# Lomography Petzval Portrait Lens



## lilmsmaggie (Jul 25, 2013)

I'm a former LF photography buff. This is way cool 8)


Check it out! http://www.kickstarter.com/projects/lomography/the-lomography-petzval-portrait-lens


----------



## alexturton (Jul 25, 2013)

This looks really interesting. Is my understanding of the optic correct when I say the optic will have a similar effect to a lensbaby @ 85 mm f2.2 but fixed so the sweet spot is in the middle?


----------



## RLPhoto (Jul 25, 2013)

I like it. It will have terrible IQ but that's not why I pledged for my copy. ;D


----------



## Click (Jul 25, 2013)

Cool stuff.

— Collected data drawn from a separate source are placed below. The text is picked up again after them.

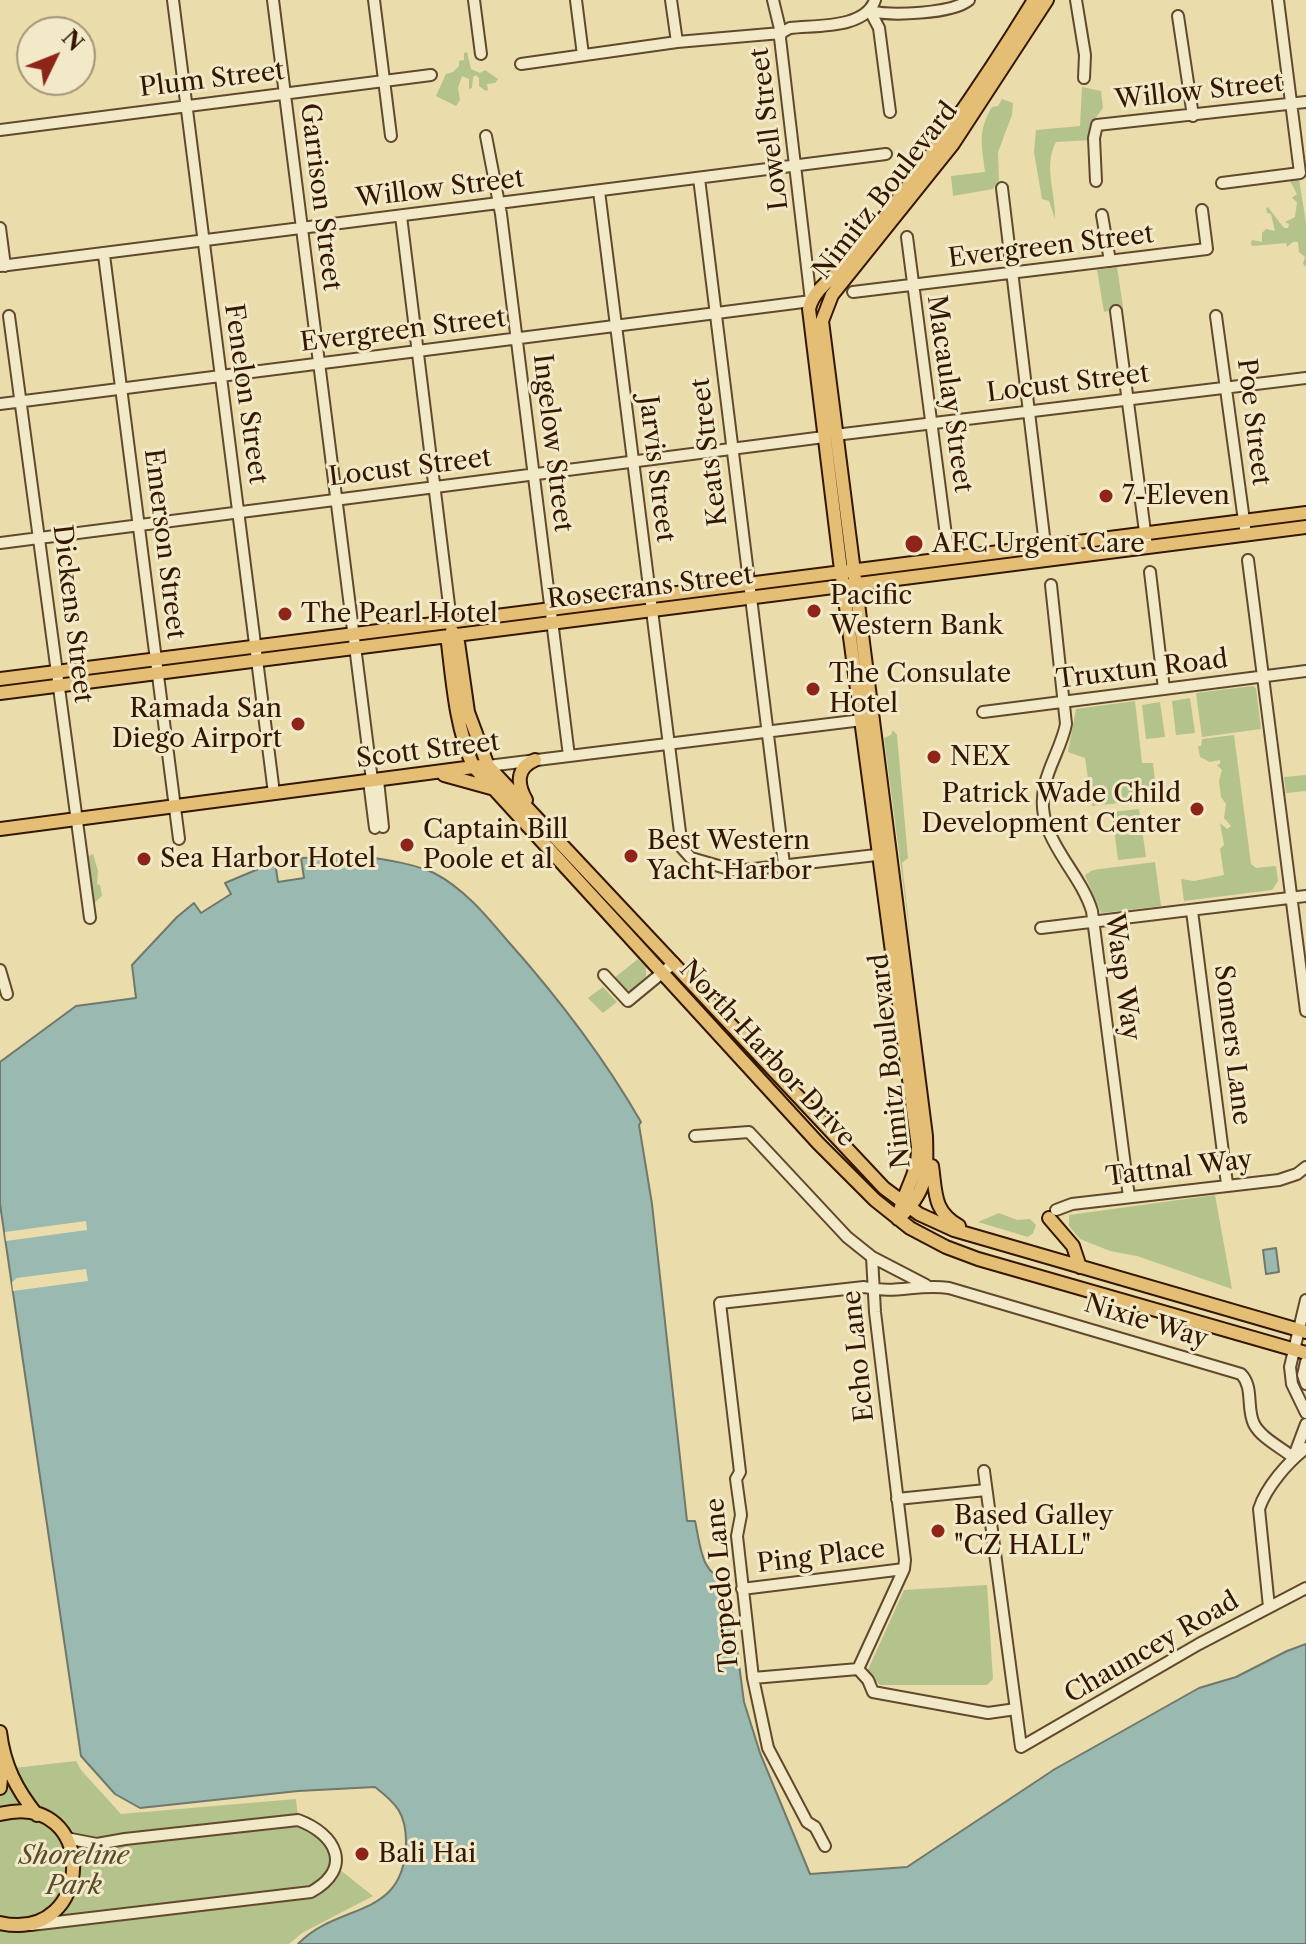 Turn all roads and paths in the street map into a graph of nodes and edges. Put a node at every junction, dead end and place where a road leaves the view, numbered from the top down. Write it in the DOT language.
graph roads {
  1 [pos="173,0"];
  2 [pos="273,0"];
  3 [pos="374,0"];
  4 [pos="474,0"];
  5 [pos="576,0"];
  6 [pos="671,0"];
  7 [pos="773,0"];
  8 [pos="969,0"];
  9 [pos="1034,0"];
  10 [pos="1047,0"];
  11 [pos="1076,0"];
  12 [pos="1278,0"];
  13 [pos="872,5"];
  14 [pos="1178,16"];
  15 [pos="781,33"];
  16 [pos="677,42"];
  17 [pos="481,54"];
  18 [pos="583,55"];
  19 [pos="521,64"];
  20 [pos="431,75"];
  21 [pos="1084,78"];
  22 [pos="384,80"];
  23 [pos="285,93"];
  24 [pos="1306,102"];
  25 [pos="1291,104"];
  26 [pos="186,105"];
  27 [pos="890,112"];
  28 [pos="1193,116"];
  29 [pos="0,130"];
  30 [pos="391,136"];
  31 [pos="486,136"];
  32 [pos="886,154"];
  33 [pos="796,165"];
  34 [pos="699,178"];
  35 [pos="1096,181"];
  36 [pos="1222,183"];
  37 [pos="1002,188"];
  38 [pos="599,191"];
  39 [pos="499,204"];
  40 [pos="1202,210"];
  41 [pos="1102,215"];
  42 [pos="401,216"];
  43 [pos="0,228"];
  44 [pos="302,228"];
  45 [pos="907,237"];
  46 [pos="202,241"];
  47 [pos="104,255"];
  48 [pos="1110,261"];
  49 [pos="2,266"];
  50 [pos="1012,275"];
  51 [pos="913,286"];
  52 [pos="853,292"];
  53 [pos="811,301"];
  54 [pos="1116,311"];
  55 [pos="715,314"];
  56 [pos="9,316"];
  57 [pos="1216,316"];
  58 [pos="616,326"];
  59 [pos="822,335"];
  60 [pos="517,339"];
  61 [pos="417,351"];
  62 [pos="319,363"];
  63 [pos="220,376"];
  64 [pos="1306,378"];
  65 [pos="1227,387"];
  66 [pos="122,388"];
  67 [pos="1128,398"];
  68 [pos="22,401"];
  69 [pos="0,404"];
  70 [pos="1028,412"];
  71 [pos="931,423"];
  72 [pos="830,436"];
  73 [pos="732,448"];
  74 [pos="634,462"];
  75 [pos="534,475"];
  76 [pos="435,487"];
  77 [pos="337,500"];
  78 [pos="238,513"];
  79 [pos="1306,513"];
  80 [pos="139,526"];
  81 [pos="1306,527"];
  82 [pos="1245,528"];
  83 [pos="40,538"];
  84 [pos="1146,541"];
  85 [pos="0,543"];
  86 [pos="1046,553"];
  87 [pos="949,558"];
  88 [pos="1248,560"];
  89 [pos="848,570"];
  90 [pos="1150,572"];
  91 [pos="749,584"];
  92 [pos="849,585"];
  93 [pos="1051,585"];
  94 [pos="650,596"];
  95 [pos="751,598"];
  96 [pos="652,611"];
  97 [pos="552,616"];
  98 [pos="451,621"];
  99 [pos="354,634"];
  100 [pos="453,635"];
  101 [pos="255,646"];
  102 [pos="356,648"];
  103 [pos="157,659"];
  104 [pos="257,660"];
  105 [pos="1306,671"];
  106 [pos="57,672"];
  107 [pos="159,673"];
  108 [pos="1263,676"];
  109 [pos="0,679"];
  110 [pos="59,686"];
  111 [pos="1164,689"];
  112 [pos="0,693"];
  113 [pos="1066,702"];
  114 [pos="983,712"];
  115 [pos="862,720"];
  116 [pos="768,732"];
  117 [pos="669,744"];
  118 [pos="569,756"];
  119 [pos="535,760"];
  120 [pos="473,766"];
  121 [pos="488,766"];
  122 [pos="425,774"];
  123 [pos="373,780"];
  124 [pos="493,789"];
  125 [pos="274,793"];
  126 [pos="175,806"];
  127 [pos="535,813"];
  128 [pos="76,819"];
  129 [pos="379,827"];
  130 [pos="0,829"];
  131 [pos="179,839"];
  132 [pos="884,854"];
  133 [pos="784,864"];
  134 [pos="1306,896"];
  135 [pos="1292,899"];
  136 [pos="1192,911"];
  137 [pos="90,918"];
  138 [pos="1094,922"];
  139 [pos="1041,928"];
  140 [pos="674,963"];
  141 [pos="0,970"];
  142 [pos="661,971"];
  143 [pos="604,975"];
  144 [pos="7,994"];
  145 [pos="1306,1011"];
  146 [pos="695,1136"];
  147 [pos="926,1136"];
  148 [pos="1306,1167"];
  149 [pos="1227,1184"];
  150 [pos="1129,1197"];
  151 [pos="906,1204"];
  152 [pos="1052,1214"];
  153 [pos="898,1219"];
  154 [pos="975,1236"];
  155 [pos="872,1257"];
  156 [pos="1080,1267"];
  157 [pos="932,1286"];
  158 [pos="873,1289"];
  159 [pos="1306,1300"];
  160 [pos="1302,1331"];
  161 [pos="1300,1351"];
  162 [pos="1306,1362"];
  163 [pos="1306,1384"];
  164 [pos="1306,1413"];
  165 [pos="1306,1424"];
  166 [pos="1306,1448"];
  167 [pos="1294,1458"];
  168 [pos="984,1471"];
  169 [pos="986,1490"];
  170 [pos="897,1499"];
  171 [pos="904,1569"];
  172 [pos="1306,1588"];
  173 [pos="742,1589"];
  174 [pos="1269,1607"];
  175 [pos="858,1669"];
  176 [pos="753,1678"];
  177 [pos="1016,1709"];
  178 [pos="0,1732"];
  179 [pos="4,1757"];
  180 [pos="0,1788"];
  181 [pos="0,1814"];
  182 [pos="37,1815"];
  183 [pos="66,1838"];
  184 [pos="825,1846"];
  185 [pos="0,1923"];
  186 [pos="29,1926"];
  1 -- 26 [label="street, Fenelon Street"];
  2 -- 23 [label="street, Garrison Street"];
  3 -- 22 [label="street"];
  4 -- 17 [label="street"];
  5 -- 18 [label="street"];
  6 -- 16 [label="street"];
  7 -- 15 [label="street, Lowell Street"];
  8 -- 13 [label="street"];
  9 -- 53 [label="main road, Nimitz Boulevard"];
  10 -- 59 [label="main road, Nimitz Boulevard"];
  11 -- 21 [label="street"];
  12 -- 25 [label="street"];
  13 -- 15 [label="street"];
  13 -- 27 [label="street"];
  14 -- 28 [label="street"];
  15 -- 16 [label="street"];
  15 -- 33 [label="street, Lowell Street"];
  16 -- 18 [label="street"];
  18 -- 19 [label="street"];
  20 -- 22 [label="street, Plum Street"];
  22 -- 23 [label="street, Plum Street"];
  22 -- 30 [label="street"];
  23 -- 26 [label="street, Plum Street"];
  23 -- 44 [label="street, Garrison Street"];
  24 -- 25 [label="street, Willow Street"];
  25 -- 28 [label="street, Willow Street"];
  25 -- 36 [label="street"];
  26 -- 29 [label="street, Plum Street"];
  26 -- 46 [label="street, Fenelon Street"];
  28 -- 35 [label="street, Willow Street"];
  31 -- 39 [label="street, Ingelow Street"];
  32 -- 33 [label="street, Willow Street"];
  33 -- 34 [label="street, Willow Street"];
  33 -- 53 [label="street, Lowell Street"];
  34 -- 38 [label="street, Willow Street"];
  34 -- 55 [label="street, Keats Street"];
  37 -- 50 [label="street"];
  38 -- 39 [label="street, Willow Street"];
  38 -- 58 [label="street, Jarvis Street"];
  39 -- 42 [label="street, Willow Street"];
  39 -- 60 [label="street, Ingelow Street"];
  40 -- 48 [label="street, Evergreen Street"];
  41 -- 48 [label="street"];
  42 -- 44 [label="street, Willow Street"];
  42 -- 61 [label="street"];
  43 -- 49 [label="street"];
  44 -- 46 [label="street, Willow Street"];
  44 -- 62 [label="street, Garrison Street"];
  45 -- 51 [label="street, Macaulay Street"];
  46 -- 47 [label="street, Willow Street"];
  46 -- 63 [label="street, Fenelon Street"];
  47 -- 49 [label="street, Willow Street"];
  47 -- 66 [label="street, Emerson Street"];
  48 -- 50 [label="street, Evergreen Street"];
  50 -- 51 [label="street, Evergreen Street"];
  50 -- 70 [label="street"];
  51 -- 52 [label="street, Evergreen Street"];
  51 -- 71 [label="street, Macaulay Street"];
  53 -- 55 [label="street, Evergreen Street"];
  53 -- 59 [label="main road"];
  53 -- 72 [label="main road, Nimitz Boulevard"];
  54 -- 67 [label="street"];
  55 -- 58 [label="street, Evergreen Street"];
  55 -- 73 [label="street, Keats Street"];
  56 -- 68 [label="street, Dickens Street"];
  57 -- 65 [label="street, Poe Street"];
  58 -- 60 [label="street, Evergreen Street"];
  58 -- 74 [label="street, Jarvis Street"];
  59 -- 72 [label="main road, Nimitz Boulevard"];
  60 -- 61 [label="street, Evergreen Street"];
  60 -- 75 [label="street, Ingelow Street"];
  61 -- 62 [label="street, Evergreen Street"];
  61 -- 76 [label="street"];
  62 -- 63 [label="street, Evergreen Street"];
  62 -- 77 [label="street, Garrison Street"];
  63 -- 66 [label="street, Evergreen Street"];
  63 -- 78 [label="street, Fenelon Street"];
  64 -- 65 [label="street, Locust Street"];
  65 -- 67 [label="street, Locust Street"];
  65 -- 82 [label="street, Poe Street"];
  66 -- 68 [label="street, Evergreen Street"];
  66 -- 80 [label="street, Emerson Street"];
  67 -- 70 [label="street, Locust Street"];
  67 -- 84 [label="street"];
  68 -- 69 [label="street, Evergreen Street"];
  68 -- 83 [label="street, Dickens Street"];
  70 -- 71 [label="street, Locust Street"];
  70 -- 86 [label="street"];
  71 -- 72 [label="street, Locust Street"];
  71 -- 87 [label="street, Macaulay Street"];
  72 -- 73 [label="street, Locust Street"];
  72 -- 89 [label="main road, Nimitz Boulevard"];
  73 -- 74 [label="street, Locust Street"];
  73 -- 91 [label="street, Keats Street"];
  74 -- 75 [label="street, Locust Street"];
  74 -- 94 [label="street, Jarvis Street"];
  75 -- 76 [label="street, Locust Street"];
  75 -- 97 [label="street, Ingelow Street"];
  76 -- 77 [label="street, Locust Street"];
  76 -- 98 [label="street"];
  77 -- 78 [label="street, Locust Street"];
  77 -- 99 [label="street, Garrison Street"];
  78 -- 80 [label="street, Locust Street"];
  78 -- 101 [label="street, Fenelon Street"];
  79 -- 82 [label="main road, Rosecrans Street"];
  80 -- 83 [label="street, Locust Street"];
  80 -- 103 [label="street, Emerson Street"];
  81 -- 82 [label="main road, Rosecrans Street"];
  82 -- 84 [label="main road, Rosecrans Street"];
  83 -- 85 [label="street, Locust Street"];
  83 -- 106 [label="street, Dickens Street"];
  84 -- 86 [label="main road, Rosecrans Street"];
  86 -- 87 [label="main road, Rosecrans Street"];
  86 -- 92 [label="main road, Rosecrans Street"];
  87 -- 89 [label="main road, Rosecrans Street"];
  88 -- 108 [label="street"];
  89 -- 91 [label="main road, Rosecrans Street"];
  89 -- 92 [label="main road, Nimitz Boulevard"];
  90 -- 111 [label="street"];
  91 -- 94 [label="main road, Rosecrans Street"];
  91 -- 95 [label="street, Keats Street"];
  92 -- 95 [label="main road, Rosecrans Street"];
  92 -- 115 [label="main road, Nimitz Boulevard"];
  92 -- 132 [label="main road, Nimitz Boulevard"];
  93 -- 113 [label="street, Wasp Way"];
  94 -- 96 [label="street, Jarvis Street"];
  94 -- 97 [label="main road, Rosecrans Street"];
  95 -- 96 [label="main road, Rosecrans Street"];
  95 -- 116 [label="street, Keats Street"];
  96 -- 97 [label="main road, Rosecrans Street"];
  96 -- 117 [label="street, Jarvis Street"];
  97 -- 98 [label="main road, Rosecrans Street"];
  97 -- 100 [label="main road, Rosecrans Street"];
  97 -- 118 [label="street, Ingelow Street"];
  98 -- 99 [label="main road, Rosecrans Street"];
  98 -- 100 [label="main road, North Harbor Drive"];
  99 -- 101 [label="main road, Rosecrans Street"];
  99 -- 102 [label="street, Garrison Street"];
  100 -- 102 [label="main road, Rosecrans Street"];
  100 -- 120 [label="main road, North Harbor Drive"];
  100 -- 121 [label="main road, North Harbor Drive"];
  101 -- 103 [label="main road, Rosecrans Street"];
  101 -- 104 [label="street, Fenelon Street"];
  102 -- 104 [label="main road, Rosecrans Street"];
  102 -- 123 [label="street, Garrison Street"];
  103 -- 106 [label="main road, Rosecrans Street"];
  103 -- 107 [label="street, Emerson Street"];
  104 -- 107 [label="main road, Rosecrans Street"];
  104 -- 125 [label="street, Fenelon Street"];
  105 -- 108 [label="street, Truxtun Road"];
  106 -- 109 [label="main road, Rosecrans Street"];
  106 -- 110 [label="street, Dickens Street"];
  107 -- 110 [label="main road, Rosecrans Street"];
  107 -- 126 [label="street, Emerson Street"];
  108 -- 111 [label="street, Truxtun Road"];
  108 -- 135 [label="street"];
  110 -- 112 [label="main road, Rosecrans Street"];
  110 -- 128 [label="street, Dickens Street"];
  111 -- 113 [label="street, Truxtun Road"];
  113 -- 114 [label="street, Truxtun Road"];
  113 -- 138 [label="street, Wasp Way"];
  115 -- 116 [label="street, Scott Street"];
  115 -- 132 [label="main road, Nimitz Boulevard"];
  116 -- 117 [label="street, Scott Street"];
  116 -- 133 [label="street, Keats Street"];
  117 -- 118 [label="street, Scott Street"];
  117 -- 133 [label="street, Jarvis Street"];
  118 -- 119 [label="street, Scott Street"];
  119 -- 121 [label="street, Scott Street"];
  119 -- 127 [label="main road"];
  120 -- 121 [label="main road, Scott Street"];
  120 -- 122 [label="main road, Scott Street"];
  120 -- 124 [label="main road, North Harbor Drive"];
  121 -- 127 [label="main road, North Harbor Drive"];
  122 -- 123 [label="main road, Scott Street"];
  122 -- 124 [label="main road"];
  123 -- 125 [label="main road, Scott Street"];
  123 -- 129 [label="street, Garrison Street"];
  124 -- 142 [label="main road, North Harbor Drive"];
  125 -- 126 [label="main road, Scott Street"];
  126 -- 128 [label="main road, Scott Street"];
  126 -- 131 [label="street, Emerson Street"];
  127 -- 140 [label="main road, North Harbor Drive"];
  128 -- 130 [label="main road, Scott Street"];
  128 -- 137 [label="street, Dickens Street"];
  132 -- 133 [label="street"];
  132 -- 147 [label="main road, Nimitz Boulevard"];
  132 -- 151 [label="main road, Nimitz Boulevard"];
  134 -- 135 [label="street"];
  135 -- 136 [label="street"];
  135 -- 145 [label="street"];
  136 -- 138 [label="street"];
  136 -- 149 [label="street, Somers Lane"];
  138 -- 139 [label="street"];
  138 -- 150 [label="street, Wasp Way"];
  140 -- 142 [label="street"];
  140 -- 151 [label="main road, North Harbor Drive"];
  141 -- 144 [label="street"];
  142 -- 143 [label="street"];
  142 -- 153 [label="main road, North Harbor Drive"];
  146 -- 155 [label="street, Echo Lane"];
  147 -- 151 [label="main road, Nimitz Boulevard"];
  147 -- 154 [label="main road"];
  148 -- 149 [label="street, Tattnal Way"];
  149 -- 150 [label="street, Tattnal Way"];
  150 -- 152 [label="street, Tattnal Way"];
  151 -- 153 [label="main road, Nimitz Boulevard"];
  151 -- 154 [label="main road, North Harbor Drive"];
  152 -- 156 [label="main road"];
  153 -- 161 [label="main road, North Harbor Drive"];
  154 -- 156 [label="main road, North Harbor Drive"];
  155 -- 157 [label="street"];
  155 -- 158 [label="street, Echo Lane"];
  156 -- 160 [label="main road, North Harbor Drive"];
  157 -- 158 [label="street"];
  157 -- 167 [label="street, Nixie Way"];
  158 -- 170 [label="street, Echo Lane"];
  158 -- 173 [label="street, Torpedo Lane"];
  159 -- 160 [label="street"];
  160 -- 161 [label="street"];
  161 -- 164 [label="street"];
  162 -- 163 [label="street"];
  165 -- 167 [label="street"];
  166 -- 167 [label="street"];
  167 -- 174 [label="street"];
  168 -- 169 [label="street"];
  169 -- 170 [label="street"];
  169 -- 177 [label="street"];
  170 -- 171 [label="street, Echo Lane"];
  171 -- 173 [label="street, Ping Place"];
  171 -- 175 [label="street, Echo Lane"];
  172 -- 174 [label="street, Chauncey Road"];
  173 -- 176 [label="street, Torpedo Lane"];
  174 -- 177 [label="street, Chauncey Road"];
  175 -- 176 [label="street"];
  175 -- 177 [label="street"];
  176 -- 184 [label="street, Torpedo Lane"];
  178 -- 179 [label="main road"];
  179 -- 180 [label="main road"];
  179 -- 182 [label="main road"];
  181 -- 182 [label="main road"];
  182 -- 183 [label="main road"];
  183 -- 186 [label="main road"];
  183 -- 186 [label="street"];
  185 -- 186 [label="main road"];
}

Thanks for sharing.


----------



## paul13walnut5 (Jul 25, 2013)

Looks like a nice novelty, but an expensive novelty.

I remember when Lensbaby went a bit nuts with their prices as well... as much as I would like a sweet 35 or edge 80 optic for my lensbaby, it's just too much cash for a novelty item.


----------



## Quasimodo (Jul 25, 2013)

*New Petzval lens from Lomography*

This lens looks like fun!

Does anyone know why it is produced in brass? Are there inherent properties to this material that affect the IQ of the shots taken?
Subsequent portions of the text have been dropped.